Thread Tools Search this Thread
Top Forums Shell Programming and Scripting Splitting files
# 1  
Old 07-02-2012
Splitting files

Hello all

I have a file which has around 80 million records, I want to split it to 12 equal files, I tried using the split command but it is allowing me to split according to number of lines or by size. Is there a way i can split the file into 12 files without worrying about the number of lines or size.
# 2  
Old 07-02-2012
Quote:
Originally Posted by Sri3001
Hello all

I want to split it to 12 equal files
In which context? You already ignored the option of equal lines and size?
# 3  
Old 07-02-2012
To be clear: How can you be sure you get 12 files and not 13 or 11 if you do not provide parameters to split? split works on number of bytes or number of lines, csplit works on context (strings in the file, for example). csplit and split have defaults. These WILL NOT produce 12 files for you.
# 4  
Old 07-02-2012
My Apologies for the ambiguity on the query ,

1. I need 12 files no matter whatever is the size of the file
2. I think I cant use split function as I have to give either the number of lines per file or the size of each file in case of split.

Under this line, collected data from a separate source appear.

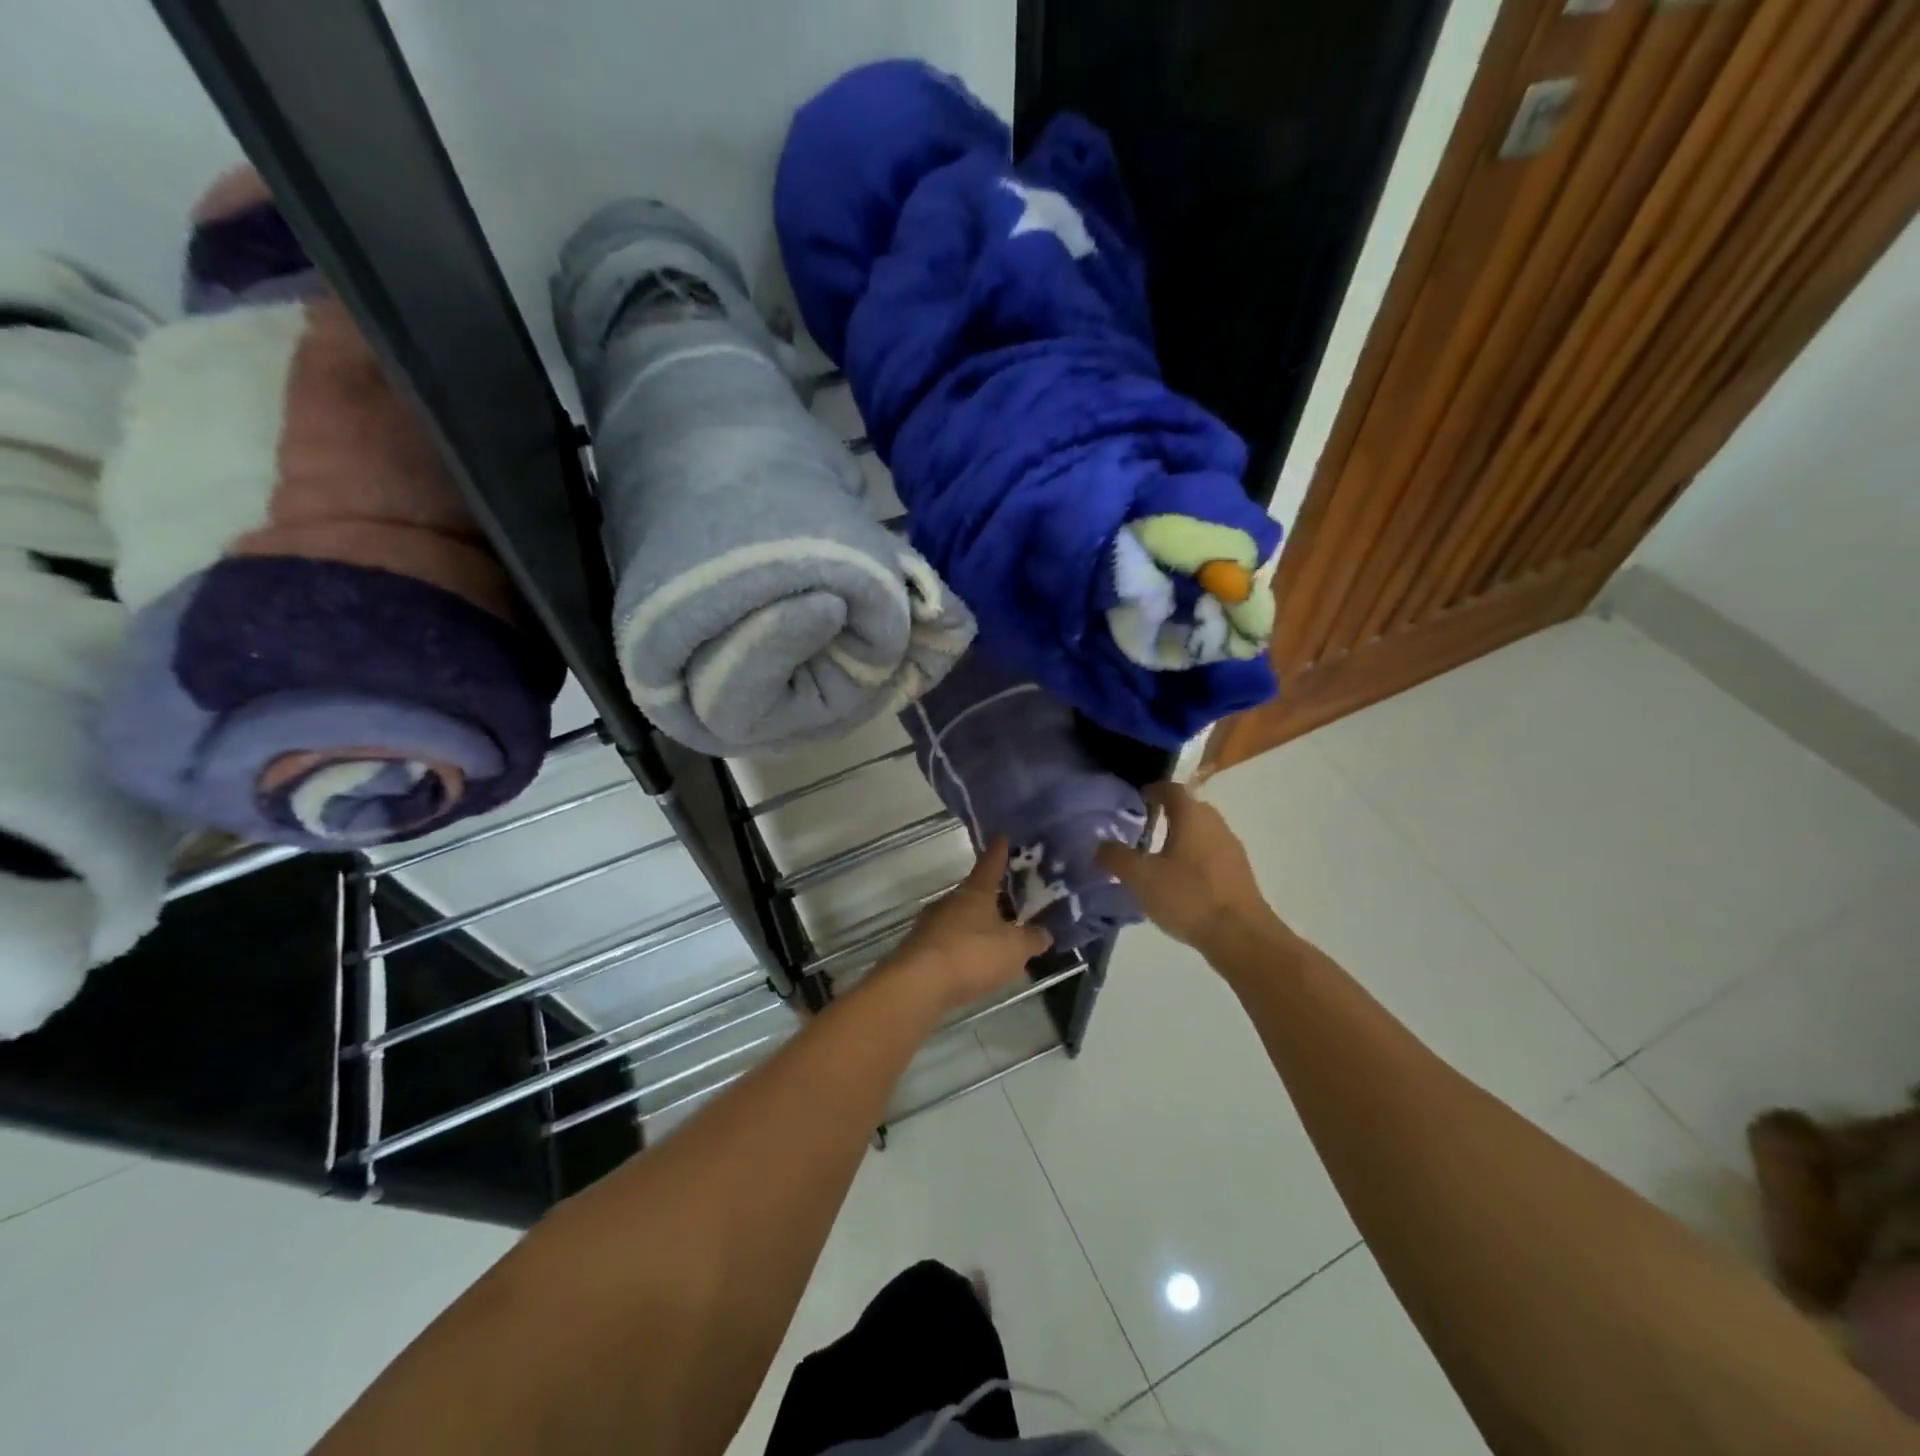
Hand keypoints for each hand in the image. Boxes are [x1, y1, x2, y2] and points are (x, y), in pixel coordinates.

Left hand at [889, 838, 1051, 1010]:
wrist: (919, 983)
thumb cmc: (972, 954)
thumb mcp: (1015, 949)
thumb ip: (1032, 939)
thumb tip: (1044, 933)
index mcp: (976, 891)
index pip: (991, 863)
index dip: (1000, 851)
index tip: (1003, 837)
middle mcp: (951, 900)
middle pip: (975, 892)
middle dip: (993, 897)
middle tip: (1013, 903)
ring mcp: (932, 923)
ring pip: (961, 917)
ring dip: (977, 924)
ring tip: (997, 938)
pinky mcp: (921, 948)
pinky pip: (950, 940)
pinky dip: (964, 947)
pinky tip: (974, 962)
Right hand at [1096, 782, 1279, 957]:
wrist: (1241, 936)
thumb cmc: (1188, 897)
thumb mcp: (1142, 878)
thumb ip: (1117, 857)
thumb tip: (1100, 844)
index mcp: (1192, 816)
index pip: (1171, 789)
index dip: (1152, 791)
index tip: (1135, 801)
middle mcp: (1215, 824)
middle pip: (1189, 809)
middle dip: (1166, 814)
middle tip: (1141, 829)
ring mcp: (1231, 848)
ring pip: (1201, 832)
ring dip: (1181, 837)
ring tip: (1157, 857)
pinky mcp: (1239, 873)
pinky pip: (1211, 853)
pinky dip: (1194, 857)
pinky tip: (1180, 881)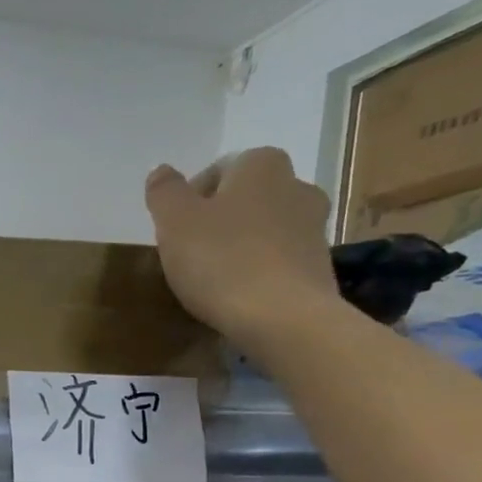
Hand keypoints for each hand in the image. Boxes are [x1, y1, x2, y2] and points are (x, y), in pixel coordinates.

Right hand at [145, 148, 338, 352]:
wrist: (282, 317)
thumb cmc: (222, 261)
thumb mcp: (175, 222)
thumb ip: (165, 192)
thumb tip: (161, 171)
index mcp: (261, 164)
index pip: (218, 171)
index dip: (190, 202)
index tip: (175, 235)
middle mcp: (296, 184)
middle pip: (244, 200)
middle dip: (220, 222)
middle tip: (192, 257)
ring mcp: (314, 226)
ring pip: (264, 230)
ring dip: (241, 247)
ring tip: (215, 281)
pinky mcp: (319, 265)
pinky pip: (279, 261)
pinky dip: (260, 272)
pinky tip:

I just want to know if there is any code that splits the file into n number of file , 'n' being any number.

Hope I am clear now.
# 5  
Old 07-02-2012
So, you could do some math to get the no-of-lines required to split the file in n parts..

Code:
required_parts=12
total_lines=$(wc -l < your_file)
lines_to_be_splited=$(echo \($t+$n-1\)/$n | bc)

split -l $lines_to_be_splited your_file

Is that you desired for?
# 6  
Old 07-03-2012
Doing a math would me my last option.. Is there any piece of code that does this, If there is none i would be left with no other option other than doing something which you have told
# 7  
Old 07-03-2012
Hi.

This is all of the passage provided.